– Why is history important?
– Indigenous Australia before Colonisation
– Colonisation and Terra Nullius
– Federation and the Creation of the Constitution
– How is this history different from other Colonised Countries?
The particular way Australia was colonised and the early treatment of Aboriginal and Torres Strait Islanders by European settlers is the reason why it is considered necessary to change the Constitution today. It is helpful to first understand this history so we can make an informed decision about the referendum proposals.
Aboriginal and Torres Strait Islander peoples have lived in what is now known as Australia for over 40,000 years and possibly as long as 70,000 years, making them one of the oldest continuing populations in the world. At the time of British arrival in 1788, there were approximately 250 distinct Indigenous nations, each consisting of different tribes or clans and speaking one or more of hundreds of languages and dialects. Indigenous nations had diverse and complex social systems, religion, art and culture. Many aspects of life were governed according to sophisticated laws and customs including land ownership, kinship and marriage.
When British colonisers arrived in 1788, international law meant that they could only gain control of the land now called Australia in one of three ways: by conquest (if the British had defeated Indigenous occupants to take control of the land), by cessation (if Indigenous peoples had voluntarily given up the land) or by settlement (if the land had been unoccupied by other peoples).
Initially, Captain Cook was sent to Australia with instructions to take possession of the land with the consent of the Aboriginal people living there, in other words the British hoped to claim Australia through the second option of cessation. However, no consent was ever given, indeed Indigenous peoples fought to resist colonisation, often suffering brutal counterattacks and massacres by European settlers as a result.
Instead of claiming the land by ‘cessation’ or consent, British occupation was justified by claiming that Australia had been ‘settled’ and that the land was terra nullius, meaning that it belonged to no-one. This idea that Australia was uninhabited because Indigenous peoples were considered ‘so low in the social scale that they could not be recognised’ was rejected in 1992 by the High Court in the Mabo decision.
Up until Mabo, however, terra nullius was the accepted basis of the British acquiring control over Australia. The idea that Australia was terra nullius was used to justify the forcible removal of Indigenous peoples from their land without consent or compensation, as well as policies which treated Indigenous peoples as less human than other Australians or as enemy foreigners in the country where they had lived for generations.

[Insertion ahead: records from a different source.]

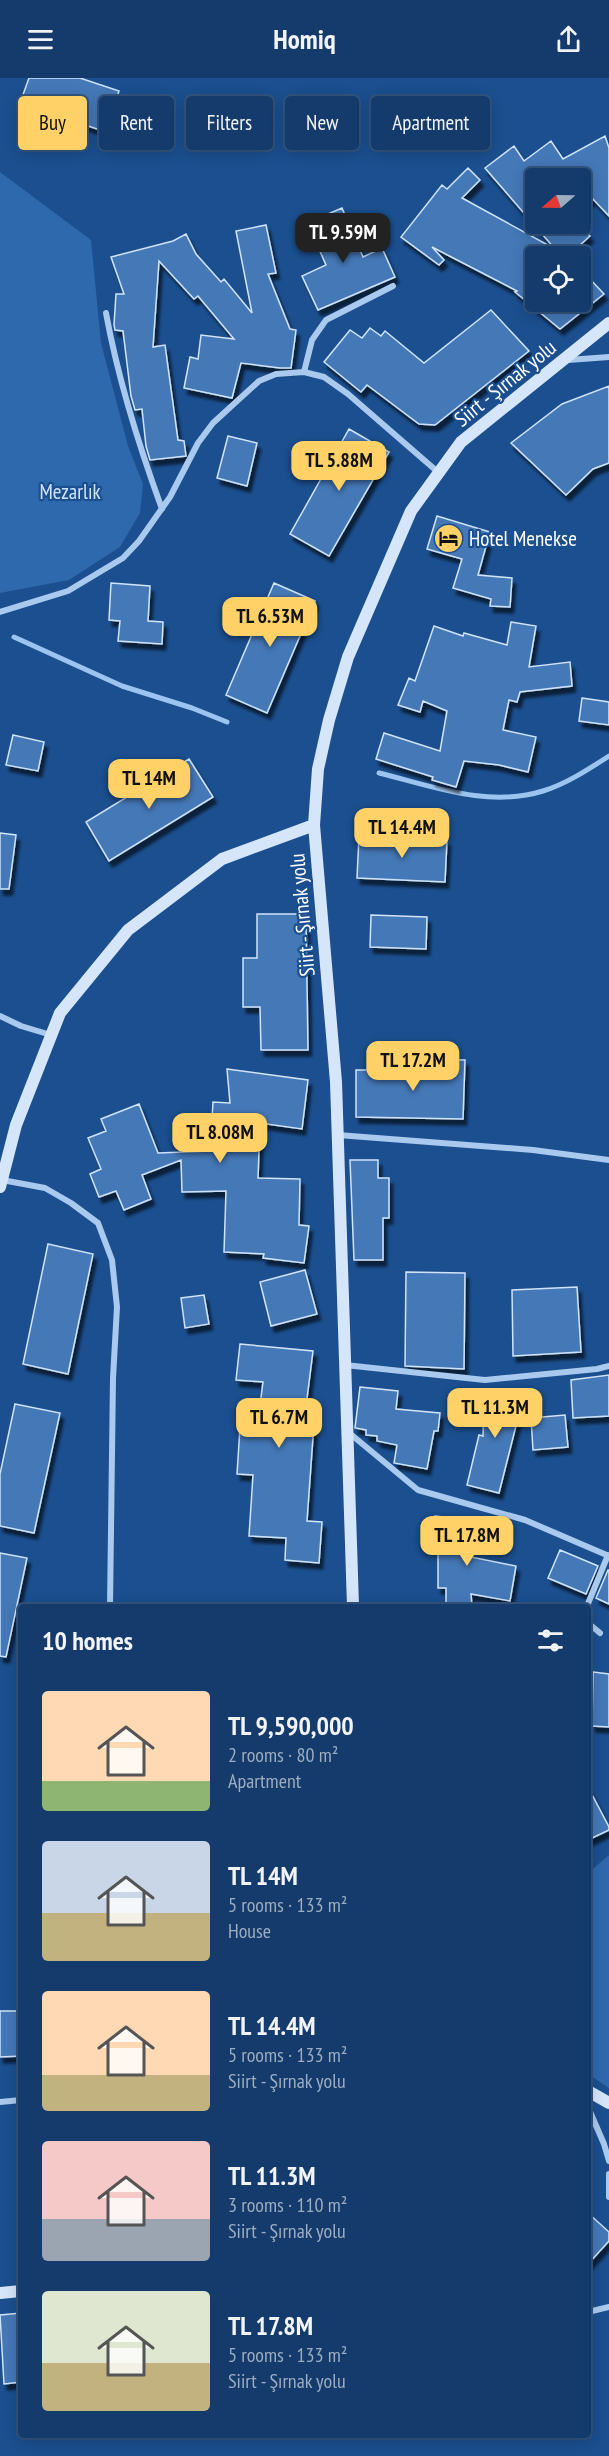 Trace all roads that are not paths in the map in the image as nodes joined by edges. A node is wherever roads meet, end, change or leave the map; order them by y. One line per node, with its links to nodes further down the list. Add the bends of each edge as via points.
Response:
1 (393, 286): 6 (street, via 326,320 312,340)
2 (106, 313): 8 (street, via 127,401)
3 (609, 323): 5 (street, Siirt - Şırnak yolu)
4 (609, 357): 5 (street)
5 (564, 360): 7 (street, Siirt - Şırnak yolu, via 462,442)
6 (304, 372): 7 (street, via 324,377 348,394); 8 (street, via 276,374 258,381 234,402 198,443)
7 (440, 473): 10 (street, Siirt - Şırnak yolu, via 411,511 348,657 318,769)
8 (162, 509): 9 (street, via 123,558 102,572 68,591)
9 (0, 612)
10 (314, 825): 12 (street, via 222,859 128,930 60,1013); 13 (street, Siirt - Şırnak yolu)
11 (0, 1016): 12 (street)
12 (51, 1035): 15 (street, via 16,1125)
13 (337, 1136): 14 (street, via 532,1150); 16 (street, Siirt - Şırnak yolu)
14 (609, 1160)
15 (1, 1183): 20 (street, via 45,1188 89,1216 98,1223 112,1260 117,1307)
16 (345, 1365): 17 (street, via 485,1380); 18 (street, Siirt - Şırnak yolu)
17 (609, 1366)
18 (348, 1432): 19 (street, via 418,1490 525,1520); 21 (street, Siirt - Şırnak yolu)
19 (608, 1555): 22 (street)
20 (110, 1604)
21 (353, 1604)
22 (588, 1604)
23 (591, 1626): 24 (street)
24 (600, 1633)
25 (591, 2093): 28 (street)
26 (18, 2100): 27 (street)
27 (0, 2102)
28 (609, 2103)
29 (591, 2114): 30 (street)
30 (609, 2161)
31 (609, 2174): 32 (street)
32 (609, 2197)
33 (18, 2291): 34 (street)
34 (0, 2293)
35 (609, 2307): 36 (street)
36 (591, 2311) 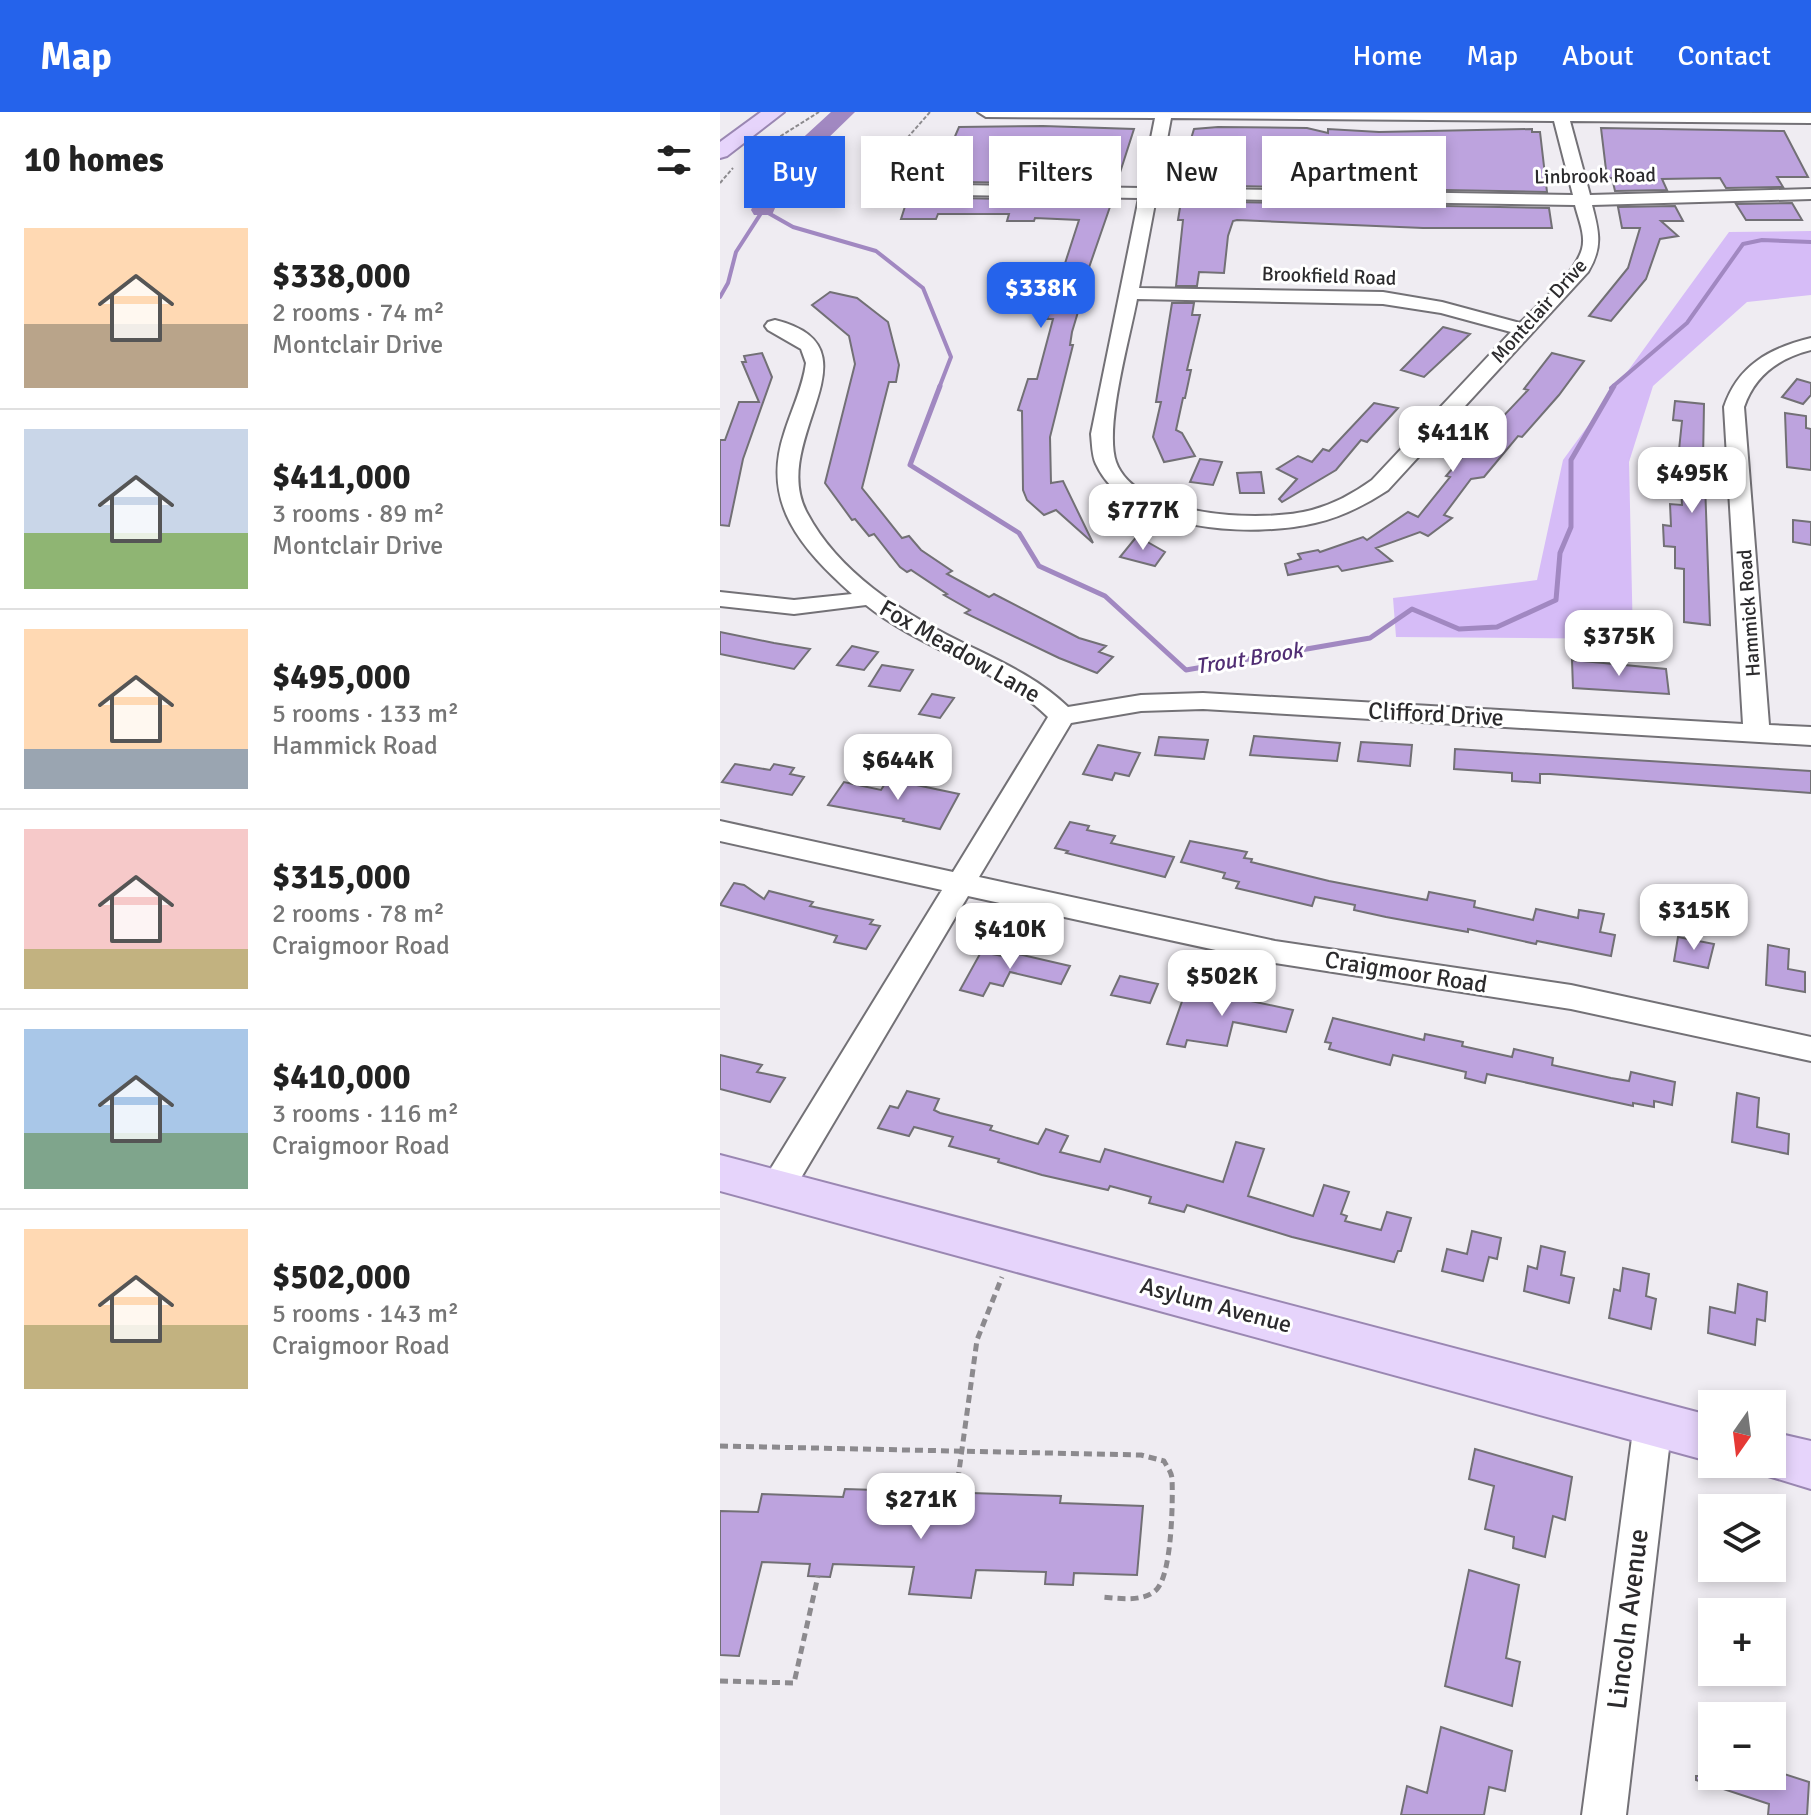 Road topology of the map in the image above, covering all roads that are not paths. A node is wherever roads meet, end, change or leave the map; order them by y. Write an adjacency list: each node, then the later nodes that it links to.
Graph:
1 (774, 112): 9 (main road)
2 (986, 112): 3 (street)
3 (1164, 113): 5 (street); 8 (street, Montclair Drive)
4 (1560, 113): 5 (street); 6 (street); 14 (street, Montclair Drive)
5 (1363, 114)
6 (1758, 114): 7 (street)
7 (1811, 118)
8 (1160, 136)
9 (728, 158)
10 (973, 189): 11 (street, Linbrook Road)
11 (1137, 193)
12 (1811, 194): 14 (street, Linbrook Road)
13 (1246, 195): 14 (street, Linbrook Road)
14 (1580, 200): 18 (street, Montclair Drive)
15 (1147, 208): 16 (street, Montclair Drive)
16 (1129, 293): 18 (street, Brookfield Road); 18 (street, Montclair Drive)
17 (775, 326): 20 (street, Fox Meadow Lane)
18 (1524, 330)
19 (1811, 344): 23 (street, Hammick Road)
20 (867, 598): 21 (street); 22 (street, Fox Meadow Lane)
21 (720, 599)
22 (1062, 716): 23 (street, Clifford Drive); 26 (street, Fox Meadow Lane)
23 (1757, 733): 24 (street, Clifford Drive)
24 (1811, 736)
25 (720, 831): 26 (street, Craigmoor Road)
26 (958, 883): 27 (street, Craigmoor Road); 29 (street, Fox Meadow Lane)
27 (1811, 1049)
28 (720, 1173): 29 (main road, Asylum Avenue)
29 (777, 1188): 30 (main road, Asylum Avenue)
30 (1653, 1423): 31 (main road, Asylum Avenue); 34 (street, Lincoln Avenue)
31 (1698, 1435)
32 (1786, 1459): 33 (main road)
33 (1811, 1465)
34 (1604, 1815) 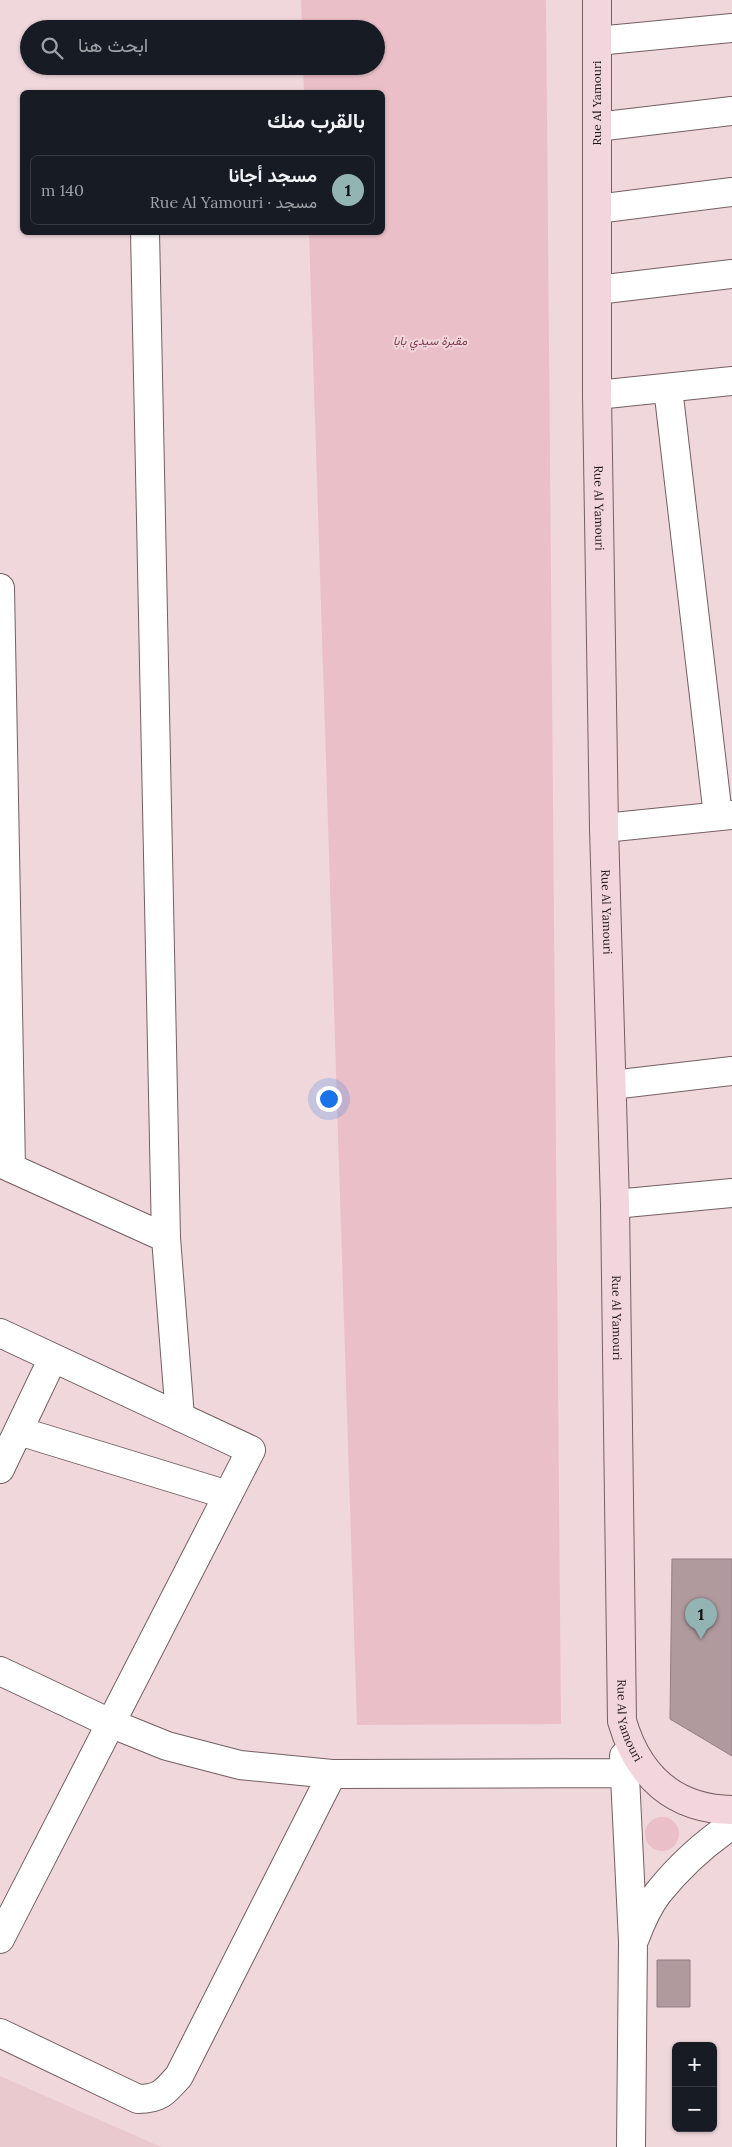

For more than 100 years after colonisation and the adoption of terra nullius, Australia did not exist as a single nation and instead was a collection of six British colonies under the authority of the British Parliament. These colonies were New South Wales, Victoria, Queensland, Western Australia, South Australia and Tasmania.
In the 1890s the colonies began to discuss joining together to create a ‘federation’ or single nation which would be set out in a new Constitution. Representatives of each colony met at meetings called Constitutional Conventions to agree on a draft constitution. After five conventions, the terms of the constitution were decided on and voted on in a series of referenda. The federation and the new constitution came into force in 1901.
Race was one of central issues discussed during the creation of the Constitution, as many colonies were concerned about immigration from Asia and wanted the new national government to control and restrict entry and citizenship to create a ‘white Australia’. However, there was almost no attention paid to the plight of Indigenous peoples because it was believed at the time that they would eventually become extinct and die out. As a result, Aboriginal peoples as well as people from the Torres Strait Islands (which had become part of Queensland in 1879) were excluded from discussion or voting on the Constitution, and the new document largely ignored their existence within the new nation.
Aboriginal and Torres Strait Islander peoples did not participate in the Constitutional Conventions and they were not able to vote for the delegates they wanted to attend the Conventions, with the exception of South Australia. Further, the Constitution made only two references to Indigenous peoples, the most important of which was to exclude them from the scope of the national government’s powers, leaving it up to the states to formulate policies affecting them.
As the Expert Panel on Constitutional Recognition of Aboriginal and Torres Strait Islander peoples has pointed out, ‘this exclusion from the framing of the nation’s Constitution continued a pattern of marginalisation and systematic discrimination, the consequences of which endure today’.
All Indigenous populations have experienced hardship and deprivation as the result of colonisation. However, in countries where the doctrine of terra nullius was not used as the basis of colonisation, Indigenous peoples have generally been given stronger rights and deeper recognition of Indigenous peoples’ prior ownership, including in treaties and national Constitutions.
In New Zealand, for example, the Treaty of Waitangi was signed in 1840 as an agreement between Maori chiefs and the British Crown to found a new nation and government in New Zealand. Under the Treaty, Maori peoples were guaranteed full ownership of their lands as well as the rights and privileges of British subjects. Today, the treaty is considered the founding document of New Zealand and a crucial part of New Zealand’s Constitutional structure.
Similarly, the national Constitutions of the USA and Canada expressly recognised their Indigenous populations, including rights established by early treaties signed between colonisers and Indigenous leaders.